L'homme s'avança. Grand, élancé, avec un regard acéré. Dorian. L'un des rares mercenaires surnaturels capables de survivre seuls dans ce monde hostile.
- Il y a une humaine en danger, annonça-t-il. Je me suis dit que ça pourrait t'intéresser.
Elias haussa un sourcil.
- Depuis quand je me soucie des humains ?
Dorian sourit en coin.
- Depuis qu'ils sont traqués par les chasseurs de loups.

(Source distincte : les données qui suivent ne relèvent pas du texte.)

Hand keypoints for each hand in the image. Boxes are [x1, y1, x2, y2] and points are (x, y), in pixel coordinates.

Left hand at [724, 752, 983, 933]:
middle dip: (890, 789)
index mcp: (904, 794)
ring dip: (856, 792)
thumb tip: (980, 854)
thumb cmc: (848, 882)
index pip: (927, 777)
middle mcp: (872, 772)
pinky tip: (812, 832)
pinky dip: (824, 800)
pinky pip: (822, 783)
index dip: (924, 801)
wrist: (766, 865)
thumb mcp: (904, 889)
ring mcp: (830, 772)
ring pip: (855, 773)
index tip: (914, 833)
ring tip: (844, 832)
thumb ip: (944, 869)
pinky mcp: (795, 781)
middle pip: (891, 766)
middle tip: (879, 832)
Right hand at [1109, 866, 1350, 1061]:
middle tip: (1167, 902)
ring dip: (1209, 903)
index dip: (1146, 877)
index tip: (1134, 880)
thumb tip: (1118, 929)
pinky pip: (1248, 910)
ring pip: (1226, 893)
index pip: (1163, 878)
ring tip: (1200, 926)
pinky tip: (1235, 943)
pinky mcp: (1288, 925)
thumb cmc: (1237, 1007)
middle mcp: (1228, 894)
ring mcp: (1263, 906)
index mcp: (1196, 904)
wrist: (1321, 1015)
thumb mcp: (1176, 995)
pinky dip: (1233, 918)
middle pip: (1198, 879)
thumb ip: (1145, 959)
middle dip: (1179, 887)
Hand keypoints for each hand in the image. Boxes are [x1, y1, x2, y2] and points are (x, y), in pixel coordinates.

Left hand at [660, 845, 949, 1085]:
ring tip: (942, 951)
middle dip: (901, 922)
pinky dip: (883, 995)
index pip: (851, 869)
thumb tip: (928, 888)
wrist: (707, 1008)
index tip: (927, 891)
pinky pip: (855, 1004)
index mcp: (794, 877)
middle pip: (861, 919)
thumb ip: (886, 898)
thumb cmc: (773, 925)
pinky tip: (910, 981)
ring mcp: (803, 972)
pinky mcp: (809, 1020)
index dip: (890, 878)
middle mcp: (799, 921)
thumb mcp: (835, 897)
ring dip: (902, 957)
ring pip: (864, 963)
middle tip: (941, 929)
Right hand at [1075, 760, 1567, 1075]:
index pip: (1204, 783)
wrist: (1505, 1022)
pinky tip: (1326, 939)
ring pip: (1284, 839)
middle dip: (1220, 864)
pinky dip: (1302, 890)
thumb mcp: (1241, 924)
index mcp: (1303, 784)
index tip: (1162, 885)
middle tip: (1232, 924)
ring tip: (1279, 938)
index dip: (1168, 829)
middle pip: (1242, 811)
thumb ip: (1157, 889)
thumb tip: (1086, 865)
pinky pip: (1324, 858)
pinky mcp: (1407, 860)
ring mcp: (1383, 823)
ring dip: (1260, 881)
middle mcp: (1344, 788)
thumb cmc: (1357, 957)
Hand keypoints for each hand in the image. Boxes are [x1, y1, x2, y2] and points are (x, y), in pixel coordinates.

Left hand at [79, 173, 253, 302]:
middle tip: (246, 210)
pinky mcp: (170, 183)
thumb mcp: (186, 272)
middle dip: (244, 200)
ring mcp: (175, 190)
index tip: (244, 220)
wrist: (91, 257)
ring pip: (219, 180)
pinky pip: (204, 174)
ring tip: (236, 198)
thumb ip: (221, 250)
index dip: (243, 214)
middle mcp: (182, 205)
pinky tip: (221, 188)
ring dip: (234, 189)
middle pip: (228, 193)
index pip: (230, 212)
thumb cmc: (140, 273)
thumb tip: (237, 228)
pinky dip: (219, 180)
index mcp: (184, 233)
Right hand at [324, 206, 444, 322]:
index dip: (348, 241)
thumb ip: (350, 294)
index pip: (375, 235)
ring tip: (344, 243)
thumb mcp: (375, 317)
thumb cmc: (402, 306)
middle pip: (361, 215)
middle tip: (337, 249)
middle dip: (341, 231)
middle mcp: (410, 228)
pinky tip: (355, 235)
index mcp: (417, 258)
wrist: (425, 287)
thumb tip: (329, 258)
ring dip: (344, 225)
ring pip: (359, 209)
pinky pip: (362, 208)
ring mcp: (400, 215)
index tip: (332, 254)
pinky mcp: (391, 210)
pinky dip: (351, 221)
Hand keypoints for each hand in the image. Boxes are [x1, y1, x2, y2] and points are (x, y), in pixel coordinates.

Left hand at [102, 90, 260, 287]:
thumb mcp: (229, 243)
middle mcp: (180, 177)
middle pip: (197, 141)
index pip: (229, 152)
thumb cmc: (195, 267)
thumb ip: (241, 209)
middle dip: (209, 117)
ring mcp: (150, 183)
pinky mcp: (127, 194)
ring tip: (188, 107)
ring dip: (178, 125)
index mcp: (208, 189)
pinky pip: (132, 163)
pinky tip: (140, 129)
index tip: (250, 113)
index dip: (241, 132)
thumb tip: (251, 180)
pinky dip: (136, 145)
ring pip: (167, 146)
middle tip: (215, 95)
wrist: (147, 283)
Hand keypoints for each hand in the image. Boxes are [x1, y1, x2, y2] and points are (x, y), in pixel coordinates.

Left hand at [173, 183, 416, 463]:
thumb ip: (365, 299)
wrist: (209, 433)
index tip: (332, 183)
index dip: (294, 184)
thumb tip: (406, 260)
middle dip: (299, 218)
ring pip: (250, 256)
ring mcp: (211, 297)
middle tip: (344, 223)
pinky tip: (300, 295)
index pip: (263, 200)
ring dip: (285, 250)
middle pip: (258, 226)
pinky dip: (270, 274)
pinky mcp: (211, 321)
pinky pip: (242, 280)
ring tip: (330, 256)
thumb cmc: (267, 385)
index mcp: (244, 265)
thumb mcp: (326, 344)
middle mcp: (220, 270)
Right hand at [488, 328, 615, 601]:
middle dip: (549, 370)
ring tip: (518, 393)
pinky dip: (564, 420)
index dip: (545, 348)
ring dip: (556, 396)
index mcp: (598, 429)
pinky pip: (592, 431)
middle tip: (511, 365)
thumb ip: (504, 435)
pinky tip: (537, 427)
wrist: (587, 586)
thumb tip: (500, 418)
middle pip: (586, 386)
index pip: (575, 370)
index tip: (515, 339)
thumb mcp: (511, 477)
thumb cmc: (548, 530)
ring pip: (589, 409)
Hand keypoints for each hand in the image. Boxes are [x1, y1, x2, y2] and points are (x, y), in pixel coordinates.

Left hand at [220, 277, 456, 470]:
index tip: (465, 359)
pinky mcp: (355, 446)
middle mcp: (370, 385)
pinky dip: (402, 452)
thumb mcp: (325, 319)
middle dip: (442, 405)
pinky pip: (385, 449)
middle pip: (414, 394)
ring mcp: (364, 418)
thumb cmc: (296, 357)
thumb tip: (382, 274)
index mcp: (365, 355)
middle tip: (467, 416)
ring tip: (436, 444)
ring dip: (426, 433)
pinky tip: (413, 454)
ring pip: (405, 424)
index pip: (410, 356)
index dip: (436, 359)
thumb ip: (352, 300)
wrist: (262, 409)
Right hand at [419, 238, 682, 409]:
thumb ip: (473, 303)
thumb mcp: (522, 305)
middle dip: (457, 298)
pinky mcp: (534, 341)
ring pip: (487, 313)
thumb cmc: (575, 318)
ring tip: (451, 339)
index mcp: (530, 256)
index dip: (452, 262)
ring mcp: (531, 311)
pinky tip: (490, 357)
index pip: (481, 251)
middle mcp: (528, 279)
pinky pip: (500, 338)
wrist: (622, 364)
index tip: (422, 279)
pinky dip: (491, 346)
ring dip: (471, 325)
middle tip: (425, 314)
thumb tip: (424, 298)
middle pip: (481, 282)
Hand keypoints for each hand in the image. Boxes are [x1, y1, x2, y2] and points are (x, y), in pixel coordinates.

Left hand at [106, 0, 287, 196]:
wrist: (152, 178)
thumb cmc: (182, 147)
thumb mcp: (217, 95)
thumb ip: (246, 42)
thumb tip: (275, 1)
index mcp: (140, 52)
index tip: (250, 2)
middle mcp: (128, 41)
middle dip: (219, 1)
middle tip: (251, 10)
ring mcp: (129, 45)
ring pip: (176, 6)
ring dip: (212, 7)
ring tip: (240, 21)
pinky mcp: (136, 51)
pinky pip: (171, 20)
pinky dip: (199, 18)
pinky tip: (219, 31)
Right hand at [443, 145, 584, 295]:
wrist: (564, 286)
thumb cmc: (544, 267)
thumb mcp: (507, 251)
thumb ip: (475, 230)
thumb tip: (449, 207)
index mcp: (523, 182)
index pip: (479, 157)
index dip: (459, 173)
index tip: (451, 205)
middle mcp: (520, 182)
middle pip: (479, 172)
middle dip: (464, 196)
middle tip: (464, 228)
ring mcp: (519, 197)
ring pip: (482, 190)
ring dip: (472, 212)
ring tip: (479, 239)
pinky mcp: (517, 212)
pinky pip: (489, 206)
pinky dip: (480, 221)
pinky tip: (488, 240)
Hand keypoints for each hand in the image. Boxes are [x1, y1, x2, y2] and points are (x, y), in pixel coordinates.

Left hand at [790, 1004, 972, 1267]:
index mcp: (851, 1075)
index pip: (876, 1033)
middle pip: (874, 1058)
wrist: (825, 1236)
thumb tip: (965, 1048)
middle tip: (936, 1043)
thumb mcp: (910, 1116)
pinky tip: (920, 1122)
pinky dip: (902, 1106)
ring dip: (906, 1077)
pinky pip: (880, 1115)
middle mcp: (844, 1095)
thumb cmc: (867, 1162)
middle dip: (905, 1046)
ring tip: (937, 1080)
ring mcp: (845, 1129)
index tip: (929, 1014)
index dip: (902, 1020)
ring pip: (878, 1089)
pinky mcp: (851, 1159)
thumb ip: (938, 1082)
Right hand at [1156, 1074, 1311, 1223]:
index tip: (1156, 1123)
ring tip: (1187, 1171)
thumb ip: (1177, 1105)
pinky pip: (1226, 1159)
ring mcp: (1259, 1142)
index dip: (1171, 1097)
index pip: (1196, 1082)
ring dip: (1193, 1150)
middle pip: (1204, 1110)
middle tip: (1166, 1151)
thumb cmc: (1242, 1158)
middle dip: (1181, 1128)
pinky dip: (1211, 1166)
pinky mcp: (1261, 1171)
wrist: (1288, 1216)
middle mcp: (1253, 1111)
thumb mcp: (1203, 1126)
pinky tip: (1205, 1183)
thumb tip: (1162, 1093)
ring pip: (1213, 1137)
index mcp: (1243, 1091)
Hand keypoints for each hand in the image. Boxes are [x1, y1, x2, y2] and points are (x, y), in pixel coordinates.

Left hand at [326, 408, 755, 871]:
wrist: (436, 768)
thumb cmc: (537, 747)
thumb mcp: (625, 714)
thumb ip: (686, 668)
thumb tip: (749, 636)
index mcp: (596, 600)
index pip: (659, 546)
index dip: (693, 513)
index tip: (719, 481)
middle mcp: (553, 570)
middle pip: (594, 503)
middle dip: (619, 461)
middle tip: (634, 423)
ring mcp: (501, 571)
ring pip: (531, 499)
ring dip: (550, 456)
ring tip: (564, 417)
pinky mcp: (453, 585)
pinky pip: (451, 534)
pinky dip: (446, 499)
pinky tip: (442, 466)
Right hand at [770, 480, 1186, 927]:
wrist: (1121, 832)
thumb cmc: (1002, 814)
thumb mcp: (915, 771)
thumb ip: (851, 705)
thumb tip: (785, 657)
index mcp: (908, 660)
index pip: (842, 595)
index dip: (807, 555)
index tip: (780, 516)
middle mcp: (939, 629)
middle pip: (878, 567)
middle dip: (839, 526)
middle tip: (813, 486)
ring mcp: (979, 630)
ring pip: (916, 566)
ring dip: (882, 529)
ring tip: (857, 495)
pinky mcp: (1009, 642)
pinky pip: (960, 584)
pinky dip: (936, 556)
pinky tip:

L'information fit naître un frisson de rage au creux de son ventre. Les chasseurs étaient devenus plus audacieux ces dernières années. Ils ne se contentaient plus de s'attaquer aux loups solitaires ou aux petites meutes.
- Où ?
- À l'est, près des ruines.
Elias n'hésita pas.
Le vent s'engouffra dans ses cheveux alors qu'il courait à travers la forêt. Ses pieds effleuraient le sol, rapides, silencieux. Il sentait la présence humaine avant même de l'apercevoir. Son cœur battit plus fort à l'odeur du sang et de la peur.
La scène se dévoila en un instant : un homme au fusil braqué sur une jeune femme, son corps tremblant sous la menace. Ses cheveux sombres cascadaient en désordre sur ses épaules, son visage marqué par l'épuisement. Mais c'était son regard qui attira l'attention d'Elias. Déterminé. Prêt à se battre malgré sa vulnérabilité.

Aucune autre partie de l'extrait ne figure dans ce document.